*** Opening of Dataset extract ***

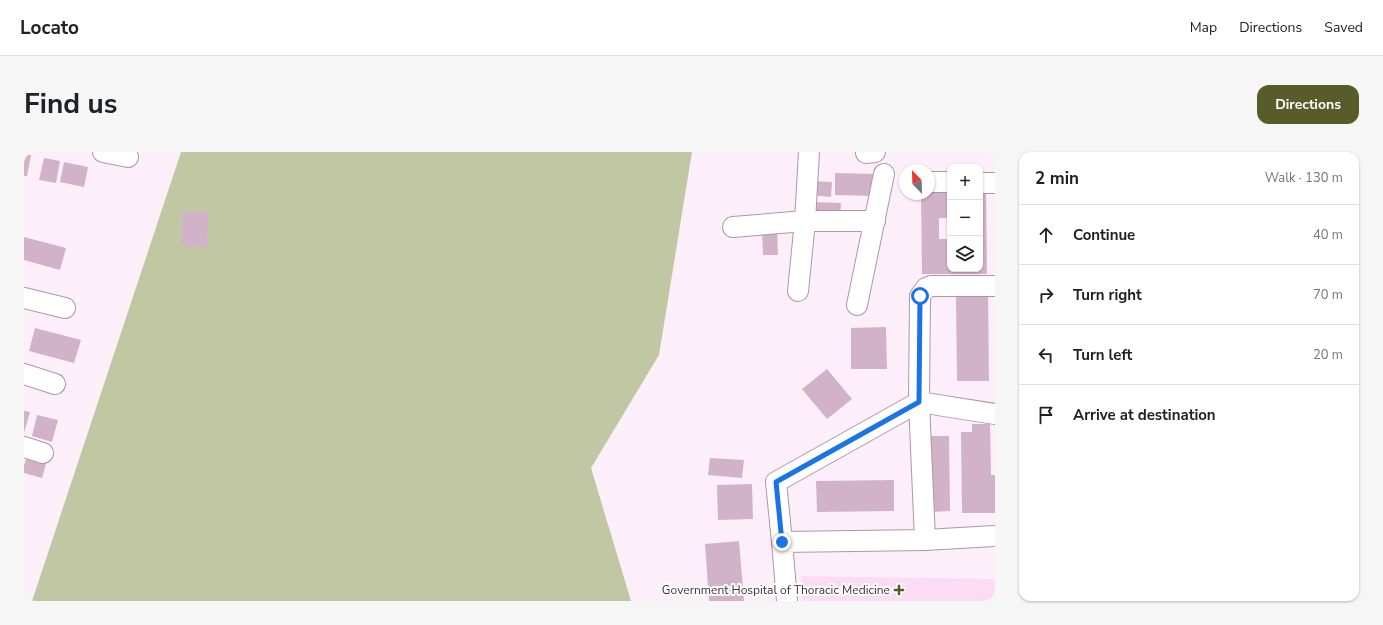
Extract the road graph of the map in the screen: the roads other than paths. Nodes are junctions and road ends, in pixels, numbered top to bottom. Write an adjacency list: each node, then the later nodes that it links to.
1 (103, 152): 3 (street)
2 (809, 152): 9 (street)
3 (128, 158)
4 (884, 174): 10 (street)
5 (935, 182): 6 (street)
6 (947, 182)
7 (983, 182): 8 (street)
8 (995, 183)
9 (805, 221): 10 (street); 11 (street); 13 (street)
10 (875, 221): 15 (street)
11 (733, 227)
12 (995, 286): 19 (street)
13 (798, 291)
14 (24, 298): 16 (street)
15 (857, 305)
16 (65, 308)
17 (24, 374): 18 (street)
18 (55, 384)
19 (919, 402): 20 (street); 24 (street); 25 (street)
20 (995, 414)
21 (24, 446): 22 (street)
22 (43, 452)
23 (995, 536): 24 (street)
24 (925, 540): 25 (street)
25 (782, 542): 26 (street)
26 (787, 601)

*** Close of Dataset extract ***

→ **What the task requires**
Would you return the entries verbatim, minus any images?

→ **Exercise solution**
Extract the road graph of the map in the screen: the roads other than paths. Nodes are junctions and road ends, in pixels, numbered top to bottom. Write an adjacency list: each node, then the later nodes that it links to.
1 (103, 152): 3 (street)
2 (809, 152): 9 (street)
3 (128, 158)
4 (884, 174): 10 (street)
5 (935, 182): 6 (street)
6 (947, 182)
7 (983, 182): 8 (street)
8 (995, 183)
9 (805, 221): 10 (street); 11 (street); 13 (street)
10 (875, 221): 15 (street)
11 (733, 227)
12 (995, 286): 19 (street)
13 (798, 291)
14 (24, 298): 16 (street)
15 (857, 305)
16 (65, 308)
17 (24, 374): 18 (street)
18 (55, 384)
19 (919, 402): 20 (street); 24 (street); 25 (street)
20 (995, 414)
21 (24, 446): 22 (street)
22 (43, 452)
23 (995, 536): 24 (street)
24 (925, 540): 25 (street)
25 (782, 542): 26 (street)
26 (787, 601)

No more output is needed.